■ What this task involves: State how many lines in the listing below include the word "meet". Give nothing but the number.

■ Task data:
◇ ◇ ◇ ◇ ◇ ◇ ◇

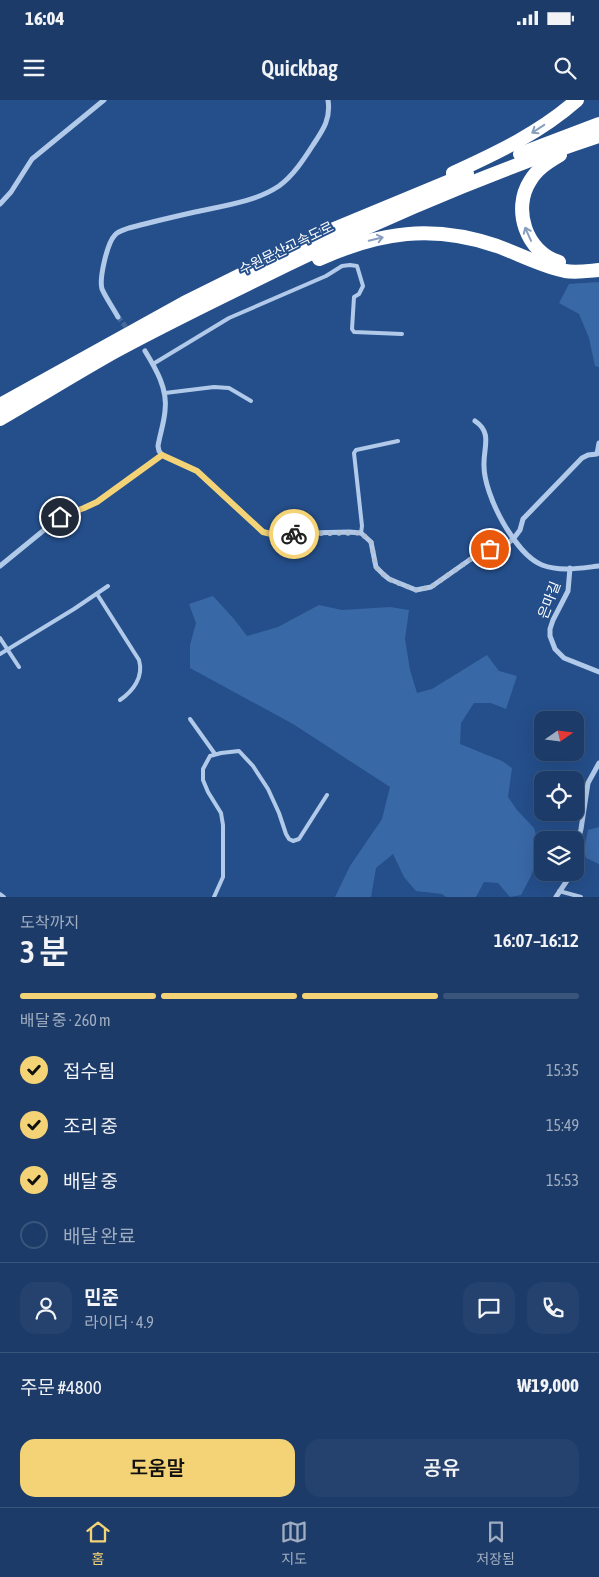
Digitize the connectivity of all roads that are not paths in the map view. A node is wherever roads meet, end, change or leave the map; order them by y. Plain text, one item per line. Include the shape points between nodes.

◇ ◇ ◇ ◇ ◇ ◇ ◇

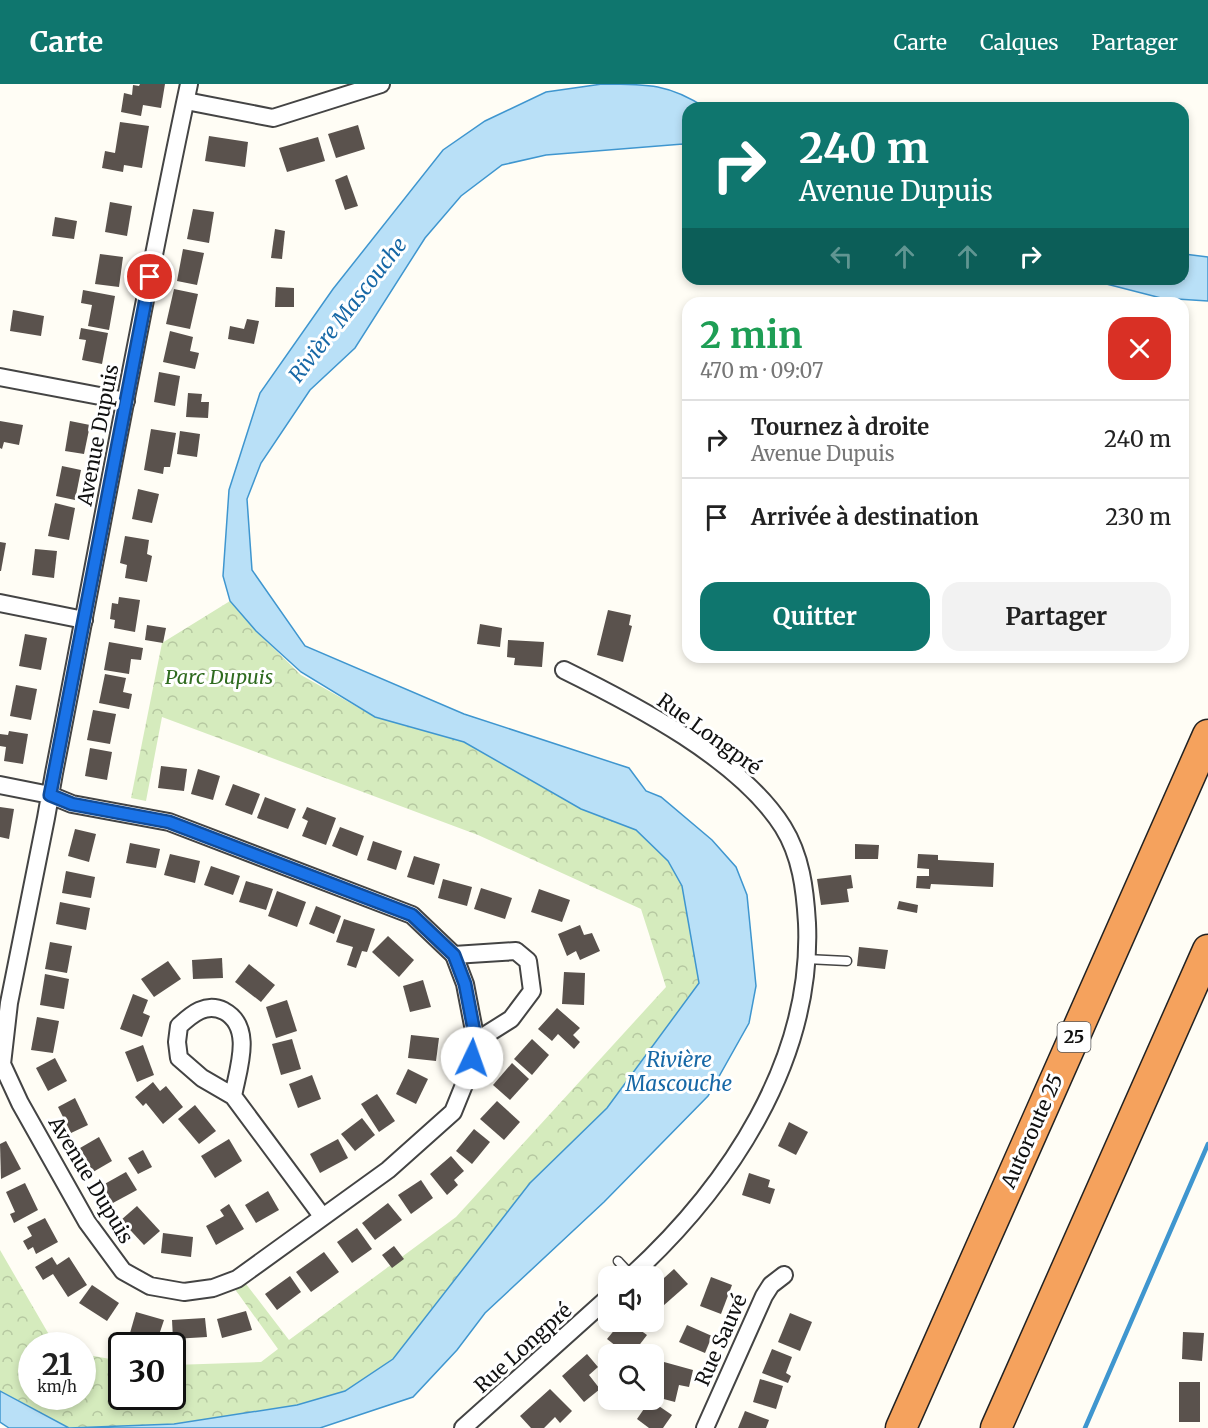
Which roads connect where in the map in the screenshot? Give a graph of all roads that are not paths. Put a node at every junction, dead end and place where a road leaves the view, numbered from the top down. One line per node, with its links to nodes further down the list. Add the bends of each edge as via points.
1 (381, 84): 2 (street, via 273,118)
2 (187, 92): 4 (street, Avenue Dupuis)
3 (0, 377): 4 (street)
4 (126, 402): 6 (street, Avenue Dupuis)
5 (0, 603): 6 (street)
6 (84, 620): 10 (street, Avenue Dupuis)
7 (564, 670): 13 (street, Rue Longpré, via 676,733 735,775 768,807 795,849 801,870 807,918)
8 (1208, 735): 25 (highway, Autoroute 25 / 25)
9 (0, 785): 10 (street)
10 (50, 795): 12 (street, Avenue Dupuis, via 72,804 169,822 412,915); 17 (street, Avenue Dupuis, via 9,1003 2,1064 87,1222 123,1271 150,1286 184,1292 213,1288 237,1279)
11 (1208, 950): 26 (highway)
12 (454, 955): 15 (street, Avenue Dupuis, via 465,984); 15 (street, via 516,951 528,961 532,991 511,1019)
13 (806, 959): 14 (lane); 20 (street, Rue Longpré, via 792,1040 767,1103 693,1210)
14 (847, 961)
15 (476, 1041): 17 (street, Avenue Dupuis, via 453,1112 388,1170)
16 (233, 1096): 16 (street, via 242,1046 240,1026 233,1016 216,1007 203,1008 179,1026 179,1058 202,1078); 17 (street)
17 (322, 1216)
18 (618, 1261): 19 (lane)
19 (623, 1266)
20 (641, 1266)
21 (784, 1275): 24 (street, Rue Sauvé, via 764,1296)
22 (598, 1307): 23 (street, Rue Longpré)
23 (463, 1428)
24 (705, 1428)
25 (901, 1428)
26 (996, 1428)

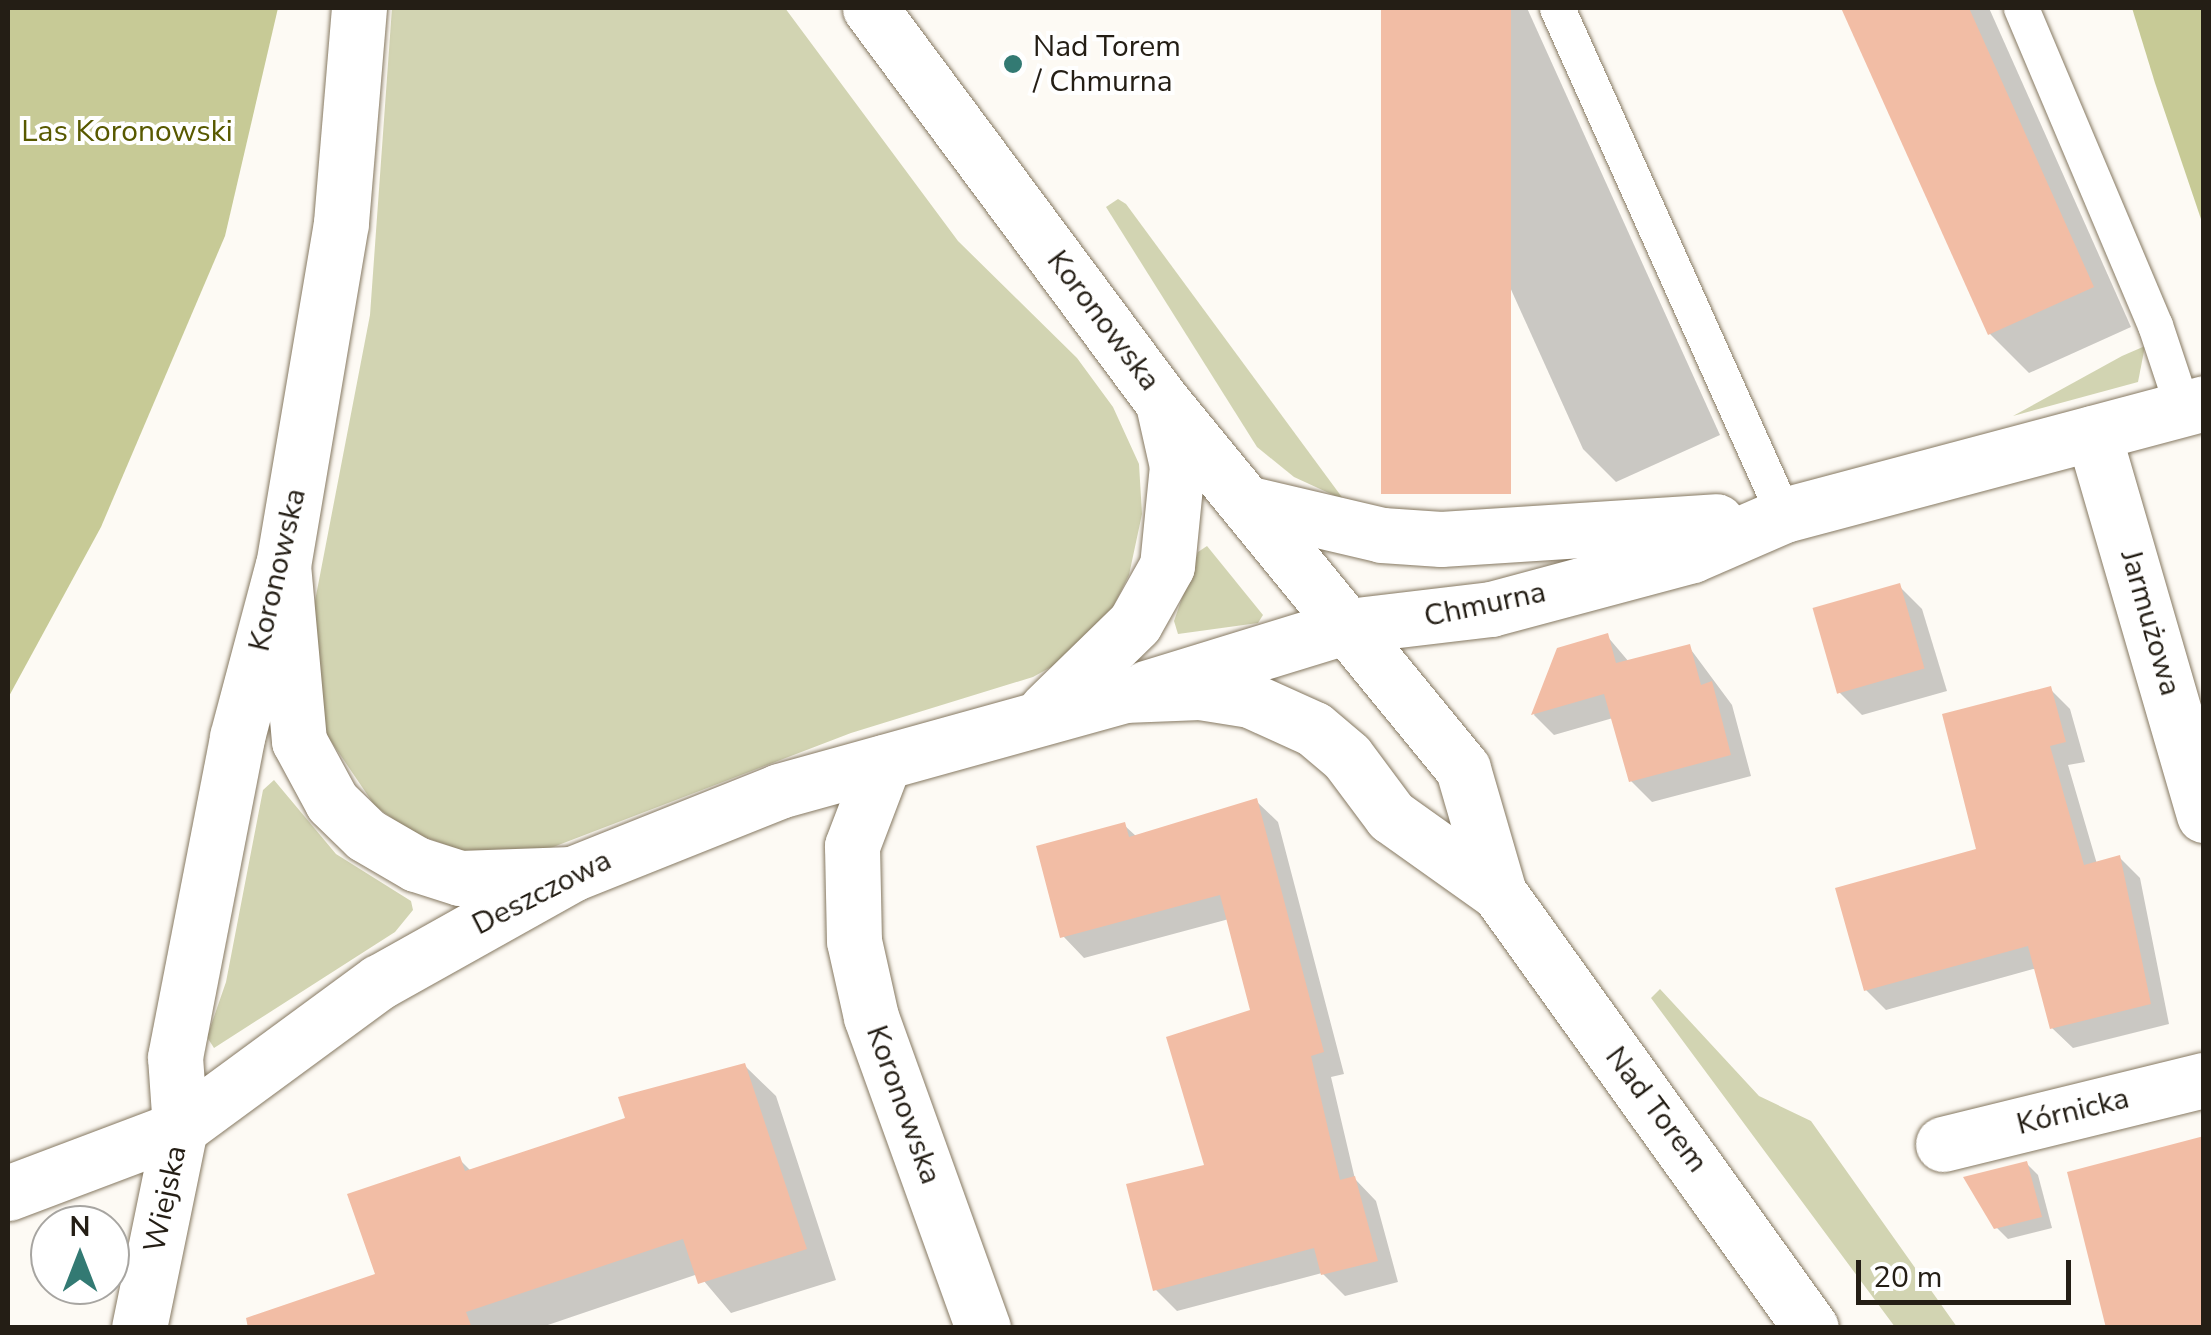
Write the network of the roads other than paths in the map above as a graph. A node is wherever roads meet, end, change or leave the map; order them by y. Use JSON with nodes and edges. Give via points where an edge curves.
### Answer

◇ ◇ ◇ ◇ ◇ ◇ ◇

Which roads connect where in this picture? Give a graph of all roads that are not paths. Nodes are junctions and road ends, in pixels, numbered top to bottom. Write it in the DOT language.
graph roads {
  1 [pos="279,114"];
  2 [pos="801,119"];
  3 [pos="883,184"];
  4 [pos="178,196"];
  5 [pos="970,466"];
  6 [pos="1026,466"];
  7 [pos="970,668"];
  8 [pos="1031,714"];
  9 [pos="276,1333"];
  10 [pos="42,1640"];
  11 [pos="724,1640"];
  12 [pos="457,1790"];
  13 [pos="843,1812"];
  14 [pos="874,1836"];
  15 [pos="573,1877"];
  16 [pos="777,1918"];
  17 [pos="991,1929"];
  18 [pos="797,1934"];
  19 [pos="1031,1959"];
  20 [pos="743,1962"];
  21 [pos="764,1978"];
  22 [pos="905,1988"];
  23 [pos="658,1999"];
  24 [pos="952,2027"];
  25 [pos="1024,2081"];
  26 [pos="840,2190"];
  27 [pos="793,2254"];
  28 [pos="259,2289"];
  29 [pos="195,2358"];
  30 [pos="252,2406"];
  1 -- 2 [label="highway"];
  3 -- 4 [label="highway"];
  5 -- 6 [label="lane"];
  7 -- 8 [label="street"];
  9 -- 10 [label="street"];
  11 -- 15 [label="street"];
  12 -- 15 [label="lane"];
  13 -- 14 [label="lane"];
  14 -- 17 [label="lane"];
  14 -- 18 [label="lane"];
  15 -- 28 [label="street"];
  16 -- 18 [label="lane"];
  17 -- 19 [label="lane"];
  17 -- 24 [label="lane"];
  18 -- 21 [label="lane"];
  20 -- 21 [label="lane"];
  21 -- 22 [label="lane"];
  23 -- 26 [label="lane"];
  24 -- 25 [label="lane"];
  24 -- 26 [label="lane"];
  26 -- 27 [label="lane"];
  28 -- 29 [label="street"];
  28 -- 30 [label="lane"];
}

◇ ◇ ◇ ◇ ◇ ◇ ◇

■ Solved exercise: 2